**YOUR ASSIGNMENT:**
Copy out each line below in which the string "main" appears.

⟨

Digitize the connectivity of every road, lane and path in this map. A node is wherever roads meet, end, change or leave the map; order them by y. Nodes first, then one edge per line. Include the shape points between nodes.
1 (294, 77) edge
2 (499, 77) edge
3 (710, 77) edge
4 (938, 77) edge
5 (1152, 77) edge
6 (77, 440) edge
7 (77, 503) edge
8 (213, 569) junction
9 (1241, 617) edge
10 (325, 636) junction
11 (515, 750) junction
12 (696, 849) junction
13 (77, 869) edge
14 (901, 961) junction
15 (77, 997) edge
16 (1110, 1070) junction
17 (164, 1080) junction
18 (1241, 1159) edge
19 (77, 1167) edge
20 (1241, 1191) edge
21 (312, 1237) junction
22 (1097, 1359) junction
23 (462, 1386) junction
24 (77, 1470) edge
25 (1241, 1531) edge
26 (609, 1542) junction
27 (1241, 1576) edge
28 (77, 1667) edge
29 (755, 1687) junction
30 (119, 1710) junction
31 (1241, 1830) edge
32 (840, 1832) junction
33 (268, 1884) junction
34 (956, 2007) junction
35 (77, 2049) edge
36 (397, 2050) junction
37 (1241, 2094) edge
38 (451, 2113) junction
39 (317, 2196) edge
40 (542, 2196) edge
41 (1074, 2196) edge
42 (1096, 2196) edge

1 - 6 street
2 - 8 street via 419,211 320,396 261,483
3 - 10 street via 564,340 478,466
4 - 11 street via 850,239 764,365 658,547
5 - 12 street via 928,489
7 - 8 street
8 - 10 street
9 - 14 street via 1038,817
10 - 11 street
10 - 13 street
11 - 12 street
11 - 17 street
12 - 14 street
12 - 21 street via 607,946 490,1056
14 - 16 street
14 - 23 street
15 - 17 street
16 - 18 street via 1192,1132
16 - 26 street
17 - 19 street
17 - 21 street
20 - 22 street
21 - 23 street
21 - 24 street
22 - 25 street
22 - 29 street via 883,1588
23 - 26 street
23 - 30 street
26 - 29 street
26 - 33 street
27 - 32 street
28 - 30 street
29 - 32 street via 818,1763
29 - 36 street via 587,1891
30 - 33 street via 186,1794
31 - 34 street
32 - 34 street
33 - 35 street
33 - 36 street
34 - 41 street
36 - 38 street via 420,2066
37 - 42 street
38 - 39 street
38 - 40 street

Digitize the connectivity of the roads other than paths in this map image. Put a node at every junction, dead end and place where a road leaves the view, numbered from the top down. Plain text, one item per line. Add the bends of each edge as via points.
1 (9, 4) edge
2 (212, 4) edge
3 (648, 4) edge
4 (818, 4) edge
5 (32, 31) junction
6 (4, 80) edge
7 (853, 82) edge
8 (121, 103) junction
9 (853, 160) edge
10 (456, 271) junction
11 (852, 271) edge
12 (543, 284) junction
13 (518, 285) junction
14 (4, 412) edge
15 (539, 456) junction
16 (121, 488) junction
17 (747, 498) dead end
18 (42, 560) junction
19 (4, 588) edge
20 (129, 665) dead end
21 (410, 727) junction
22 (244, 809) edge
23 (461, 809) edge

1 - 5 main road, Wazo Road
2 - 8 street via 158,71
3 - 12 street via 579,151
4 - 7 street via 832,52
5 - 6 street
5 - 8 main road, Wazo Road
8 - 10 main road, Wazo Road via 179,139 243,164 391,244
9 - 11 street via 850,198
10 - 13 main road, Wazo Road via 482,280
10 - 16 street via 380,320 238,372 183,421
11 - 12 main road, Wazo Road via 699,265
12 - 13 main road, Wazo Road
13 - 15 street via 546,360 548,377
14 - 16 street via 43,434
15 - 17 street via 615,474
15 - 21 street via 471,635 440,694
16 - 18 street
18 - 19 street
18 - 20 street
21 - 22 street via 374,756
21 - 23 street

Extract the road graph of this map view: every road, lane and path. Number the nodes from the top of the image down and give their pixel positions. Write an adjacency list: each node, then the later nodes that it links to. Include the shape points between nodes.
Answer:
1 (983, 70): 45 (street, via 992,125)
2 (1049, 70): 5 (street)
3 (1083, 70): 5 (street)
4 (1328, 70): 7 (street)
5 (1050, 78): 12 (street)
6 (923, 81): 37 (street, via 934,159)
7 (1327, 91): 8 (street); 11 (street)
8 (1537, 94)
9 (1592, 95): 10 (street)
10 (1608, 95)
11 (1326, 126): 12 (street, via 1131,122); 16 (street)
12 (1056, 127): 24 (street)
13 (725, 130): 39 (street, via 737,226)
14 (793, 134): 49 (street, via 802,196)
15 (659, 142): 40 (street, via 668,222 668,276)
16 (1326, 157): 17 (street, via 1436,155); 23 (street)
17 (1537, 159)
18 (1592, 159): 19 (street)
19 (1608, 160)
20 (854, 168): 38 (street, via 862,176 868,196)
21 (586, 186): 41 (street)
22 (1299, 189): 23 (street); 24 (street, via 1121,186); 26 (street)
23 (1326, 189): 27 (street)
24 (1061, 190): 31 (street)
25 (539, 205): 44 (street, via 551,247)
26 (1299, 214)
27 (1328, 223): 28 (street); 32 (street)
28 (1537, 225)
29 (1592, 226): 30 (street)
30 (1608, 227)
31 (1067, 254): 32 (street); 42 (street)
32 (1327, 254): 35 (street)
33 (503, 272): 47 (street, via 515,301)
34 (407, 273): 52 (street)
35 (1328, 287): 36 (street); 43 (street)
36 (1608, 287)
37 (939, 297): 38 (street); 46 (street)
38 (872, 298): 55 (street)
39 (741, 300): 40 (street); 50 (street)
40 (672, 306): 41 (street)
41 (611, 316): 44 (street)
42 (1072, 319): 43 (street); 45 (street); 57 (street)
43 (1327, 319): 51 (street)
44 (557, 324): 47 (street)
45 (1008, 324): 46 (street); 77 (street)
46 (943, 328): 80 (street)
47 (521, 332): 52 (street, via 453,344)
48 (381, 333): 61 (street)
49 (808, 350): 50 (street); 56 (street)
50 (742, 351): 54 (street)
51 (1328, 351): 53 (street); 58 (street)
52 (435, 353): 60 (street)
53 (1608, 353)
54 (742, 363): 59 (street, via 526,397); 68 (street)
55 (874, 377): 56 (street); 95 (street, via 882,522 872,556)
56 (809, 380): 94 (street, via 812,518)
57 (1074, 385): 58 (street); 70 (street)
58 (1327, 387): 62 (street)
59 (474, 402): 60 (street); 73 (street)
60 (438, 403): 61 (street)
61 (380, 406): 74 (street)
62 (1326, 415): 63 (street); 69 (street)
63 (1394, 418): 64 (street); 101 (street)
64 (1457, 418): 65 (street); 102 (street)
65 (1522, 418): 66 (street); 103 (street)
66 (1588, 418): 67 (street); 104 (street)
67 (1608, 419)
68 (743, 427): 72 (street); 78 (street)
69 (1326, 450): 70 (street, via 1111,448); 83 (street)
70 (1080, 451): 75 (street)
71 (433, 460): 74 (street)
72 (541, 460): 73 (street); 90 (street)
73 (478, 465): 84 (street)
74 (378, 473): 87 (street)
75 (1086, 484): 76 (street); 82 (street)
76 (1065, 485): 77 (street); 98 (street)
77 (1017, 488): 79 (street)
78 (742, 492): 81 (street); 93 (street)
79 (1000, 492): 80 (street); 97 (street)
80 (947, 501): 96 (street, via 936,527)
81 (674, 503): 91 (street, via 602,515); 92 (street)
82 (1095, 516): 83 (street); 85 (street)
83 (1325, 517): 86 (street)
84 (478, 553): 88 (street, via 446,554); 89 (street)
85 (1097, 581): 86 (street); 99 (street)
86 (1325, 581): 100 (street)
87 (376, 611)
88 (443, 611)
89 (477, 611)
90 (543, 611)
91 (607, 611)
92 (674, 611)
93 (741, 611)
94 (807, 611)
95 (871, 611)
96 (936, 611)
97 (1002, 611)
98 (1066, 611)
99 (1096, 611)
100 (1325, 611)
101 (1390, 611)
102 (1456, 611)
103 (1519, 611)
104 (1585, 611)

⟩

**REPLY TO THE EXERCISE:**
1 - 5 main road, Wazo Road
5 - 8 main road, Wazo Road
8 - 10 main road, Wazo Road via 179,139 243,164 391,244
10 - 13 main road, Wazo Road via 482,280
11 - 12 main road, Wazo Road via 699,265
12 - 13 main road, Wazo Road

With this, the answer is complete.